Mas o mundo de Beaumarchais estava se dissolvendo. Os baluartes de poder eram atacados por homens cujos métodos ele desconhecia. Encorajavam o “teatro patriótico” em detrimento do que consideravam mediocridades; rebatizaram o Comédiens-Française de Teatro da Nação, e este deixou de ter o monopólio sobre as encenações; inúmeros teatros surgiram por toda a França. A estreia de Mãe culpada, última peça da trilogia de Fígaro, foi um fracasso. Em 1789, Beaumarchais aguardava a proclamação da Constituição para colocar um limite ao poder real, mas condenava publicamente a onda de violência e saques que varria o país. À Declaração dos Direitos do Homem e do Cidadão, que extinguiu anobreza hereditária, Beaumarchais reagiu afirmando: “O que será de nós? Estamos perdendo nossa honra, reduzida a nomes de família, sem brasões ou criadagem! Céus!”. Será que Beaumarchais, envelhecendo e tendo perdido parcialmente a audição, se afastava das demandas populares e se apegava aos valores aristocráticos de seu velho mundo, que via ruir? Para o biógrafo Maurice Lever, Beaumarchais “estava à frente de seu tempo denunciando arbitrariedades, mas nunca empunhou o estandarte da revolta”.
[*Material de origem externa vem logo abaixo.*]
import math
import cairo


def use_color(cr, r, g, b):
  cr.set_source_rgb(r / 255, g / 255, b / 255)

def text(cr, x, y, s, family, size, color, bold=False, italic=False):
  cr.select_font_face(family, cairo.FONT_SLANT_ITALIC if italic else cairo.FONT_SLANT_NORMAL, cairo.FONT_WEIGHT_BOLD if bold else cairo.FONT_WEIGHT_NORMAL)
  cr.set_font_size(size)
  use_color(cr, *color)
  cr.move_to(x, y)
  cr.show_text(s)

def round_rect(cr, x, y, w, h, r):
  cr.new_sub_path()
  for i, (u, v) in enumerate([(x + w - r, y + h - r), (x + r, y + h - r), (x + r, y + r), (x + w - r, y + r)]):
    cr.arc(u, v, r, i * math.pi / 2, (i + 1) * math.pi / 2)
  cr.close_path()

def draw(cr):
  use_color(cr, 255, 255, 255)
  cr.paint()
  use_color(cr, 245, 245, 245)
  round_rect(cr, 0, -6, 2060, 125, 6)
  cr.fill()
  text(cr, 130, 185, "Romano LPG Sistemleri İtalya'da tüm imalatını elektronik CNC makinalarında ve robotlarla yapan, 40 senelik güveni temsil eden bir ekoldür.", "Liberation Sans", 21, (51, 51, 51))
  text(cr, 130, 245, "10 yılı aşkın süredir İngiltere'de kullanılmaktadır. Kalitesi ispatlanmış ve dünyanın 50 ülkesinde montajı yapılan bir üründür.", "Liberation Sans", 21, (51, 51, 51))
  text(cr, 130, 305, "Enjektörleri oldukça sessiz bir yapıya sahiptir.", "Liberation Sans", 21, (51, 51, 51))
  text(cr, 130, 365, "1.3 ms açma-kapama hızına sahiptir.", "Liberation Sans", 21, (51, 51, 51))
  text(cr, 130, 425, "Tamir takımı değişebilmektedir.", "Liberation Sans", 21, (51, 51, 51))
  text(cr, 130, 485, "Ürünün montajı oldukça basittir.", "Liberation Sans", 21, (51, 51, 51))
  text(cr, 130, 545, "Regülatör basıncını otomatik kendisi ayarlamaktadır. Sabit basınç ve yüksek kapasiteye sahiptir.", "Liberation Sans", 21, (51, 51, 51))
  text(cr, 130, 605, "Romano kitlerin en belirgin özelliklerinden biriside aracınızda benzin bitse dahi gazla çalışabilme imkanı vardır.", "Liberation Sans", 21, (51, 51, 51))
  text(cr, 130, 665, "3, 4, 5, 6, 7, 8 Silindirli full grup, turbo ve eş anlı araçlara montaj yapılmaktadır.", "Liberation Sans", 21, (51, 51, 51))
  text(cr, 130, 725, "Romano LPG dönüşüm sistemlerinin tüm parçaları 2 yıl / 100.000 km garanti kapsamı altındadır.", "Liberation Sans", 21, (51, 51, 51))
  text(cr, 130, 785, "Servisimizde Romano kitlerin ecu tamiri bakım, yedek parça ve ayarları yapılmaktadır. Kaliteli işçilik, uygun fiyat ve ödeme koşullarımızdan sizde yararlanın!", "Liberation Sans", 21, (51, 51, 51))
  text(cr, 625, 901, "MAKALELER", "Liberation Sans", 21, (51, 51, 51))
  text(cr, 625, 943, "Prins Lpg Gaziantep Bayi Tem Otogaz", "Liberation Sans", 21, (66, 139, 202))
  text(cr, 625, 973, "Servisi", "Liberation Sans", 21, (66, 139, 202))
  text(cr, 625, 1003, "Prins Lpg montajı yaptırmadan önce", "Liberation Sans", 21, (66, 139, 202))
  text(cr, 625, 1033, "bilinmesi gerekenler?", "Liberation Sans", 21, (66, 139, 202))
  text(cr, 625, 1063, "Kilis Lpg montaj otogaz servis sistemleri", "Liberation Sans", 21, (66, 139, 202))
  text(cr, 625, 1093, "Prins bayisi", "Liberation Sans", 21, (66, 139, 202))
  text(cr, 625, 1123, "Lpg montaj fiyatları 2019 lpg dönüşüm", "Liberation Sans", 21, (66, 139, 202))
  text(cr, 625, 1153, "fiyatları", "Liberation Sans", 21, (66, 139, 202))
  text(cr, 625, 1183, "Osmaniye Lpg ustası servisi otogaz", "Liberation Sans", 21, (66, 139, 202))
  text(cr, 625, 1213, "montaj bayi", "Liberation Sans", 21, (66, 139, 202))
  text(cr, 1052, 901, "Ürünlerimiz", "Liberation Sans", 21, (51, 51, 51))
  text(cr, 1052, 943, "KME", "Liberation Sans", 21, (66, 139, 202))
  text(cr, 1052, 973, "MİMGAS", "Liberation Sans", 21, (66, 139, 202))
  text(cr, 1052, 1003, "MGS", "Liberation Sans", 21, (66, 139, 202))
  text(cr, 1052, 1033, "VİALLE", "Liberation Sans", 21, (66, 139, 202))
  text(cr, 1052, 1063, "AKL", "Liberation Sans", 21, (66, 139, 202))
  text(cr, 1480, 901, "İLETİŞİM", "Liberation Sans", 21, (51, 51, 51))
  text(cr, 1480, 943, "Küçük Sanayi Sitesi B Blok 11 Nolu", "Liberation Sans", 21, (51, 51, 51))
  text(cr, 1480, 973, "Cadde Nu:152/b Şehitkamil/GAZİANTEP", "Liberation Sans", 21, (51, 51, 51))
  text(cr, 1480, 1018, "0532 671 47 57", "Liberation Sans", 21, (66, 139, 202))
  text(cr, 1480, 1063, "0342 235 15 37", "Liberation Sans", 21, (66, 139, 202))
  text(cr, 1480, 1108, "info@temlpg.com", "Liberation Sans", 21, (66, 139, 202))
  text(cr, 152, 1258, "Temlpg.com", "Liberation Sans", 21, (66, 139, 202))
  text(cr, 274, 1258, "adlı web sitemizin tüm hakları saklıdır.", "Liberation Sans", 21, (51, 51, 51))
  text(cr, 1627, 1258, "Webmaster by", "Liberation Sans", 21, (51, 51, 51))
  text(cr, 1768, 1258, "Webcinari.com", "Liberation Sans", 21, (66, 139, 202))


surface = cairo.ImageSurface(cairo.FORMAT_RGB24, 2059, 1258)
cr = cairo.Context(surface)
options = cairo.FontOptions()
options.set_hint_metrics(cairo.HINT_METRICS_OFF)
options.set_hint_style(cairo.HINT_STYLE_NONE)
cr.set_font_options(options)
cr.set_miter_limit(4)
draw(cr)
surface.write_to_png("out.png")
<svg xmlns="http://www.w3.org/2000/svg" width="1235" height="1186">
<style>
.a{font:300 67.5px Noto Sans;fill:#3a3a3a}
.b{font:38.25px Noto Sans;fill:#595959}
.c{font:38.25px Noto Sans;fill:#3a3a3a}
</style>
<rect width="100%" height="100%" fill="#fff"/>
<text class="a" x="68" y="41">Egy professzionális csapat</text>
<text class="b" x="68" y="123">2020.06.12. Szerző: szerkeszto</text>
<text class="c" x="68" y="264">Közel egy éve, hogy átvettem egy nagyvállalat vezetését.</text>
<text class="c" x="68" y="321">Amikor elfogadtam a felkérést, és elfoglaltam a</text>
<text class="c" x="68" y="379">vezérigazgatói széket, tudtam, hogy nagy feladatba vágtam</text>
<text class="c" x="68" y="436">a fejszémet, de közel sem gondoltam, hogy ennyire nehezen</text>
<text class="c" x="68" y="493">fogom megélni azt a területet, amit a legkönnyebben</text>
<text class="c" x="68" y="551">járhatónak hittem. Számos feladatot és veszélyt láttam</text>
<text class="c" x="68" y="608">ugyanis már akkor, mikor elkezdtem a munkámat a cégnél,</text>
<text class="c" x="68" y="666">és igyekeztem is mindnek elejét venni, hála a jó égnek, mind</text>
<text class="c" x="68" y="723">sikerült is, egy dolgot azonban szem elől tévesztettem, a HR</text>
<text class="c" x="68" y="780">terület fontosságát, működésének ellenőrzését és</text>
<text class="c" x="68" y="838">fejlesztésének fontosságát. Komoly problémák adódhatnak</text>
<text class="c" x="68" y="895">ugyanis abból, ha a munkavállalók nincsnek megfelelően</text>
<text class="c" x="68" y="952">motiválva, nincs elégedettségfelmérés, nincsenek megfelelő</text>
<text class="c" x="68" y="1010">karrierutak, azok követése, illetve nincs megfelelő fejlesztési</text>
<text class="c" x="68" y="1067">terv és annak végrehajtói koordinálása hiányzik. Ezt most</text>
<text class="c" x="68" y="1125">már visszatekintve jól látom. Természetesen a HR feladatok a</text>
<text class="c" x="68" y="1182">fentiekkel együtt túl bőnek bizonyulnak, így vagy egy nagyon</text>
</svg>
O exame da sua interessante biografia enriquece a discussão iluminista, pois torna claro o desejo de reforma e a multiplicidade de interesses dentro da própria corte. Outro bom debate possível é sobre os desencontros entre o tempo individual e o tempo histórico. Libertário e agudo leitor de sua realidade, Beaumarchais foi atropelado pelas reviravoltas da França e terminou incomodado diante da radicalização em 1789 e, sobretudo, de 1792. Ele não viveu o suficiente para ver a Revolução se tornar conservadora. E certamente teria condenado a prática neocolonialista de “civilizar o mundo” – o próximo ato da “comédia” europeia.
Camila Koshiba Gonçalves é professora no ensino fundamental e médio e autora da dissertação “Música em 78 rotações. ‘Discos a todos os preços’ na São Paulo dos anos 30” (USP/2006).Saiba Mais
BEAUMARCHAIS, Pierre-Augustin Caron de. As Bodas de Fígaro. São Paulo: Edusp, 2001.
ELIAS, Norbert. O processo civilizador. Rio de Janeiro: Zahar, 2008.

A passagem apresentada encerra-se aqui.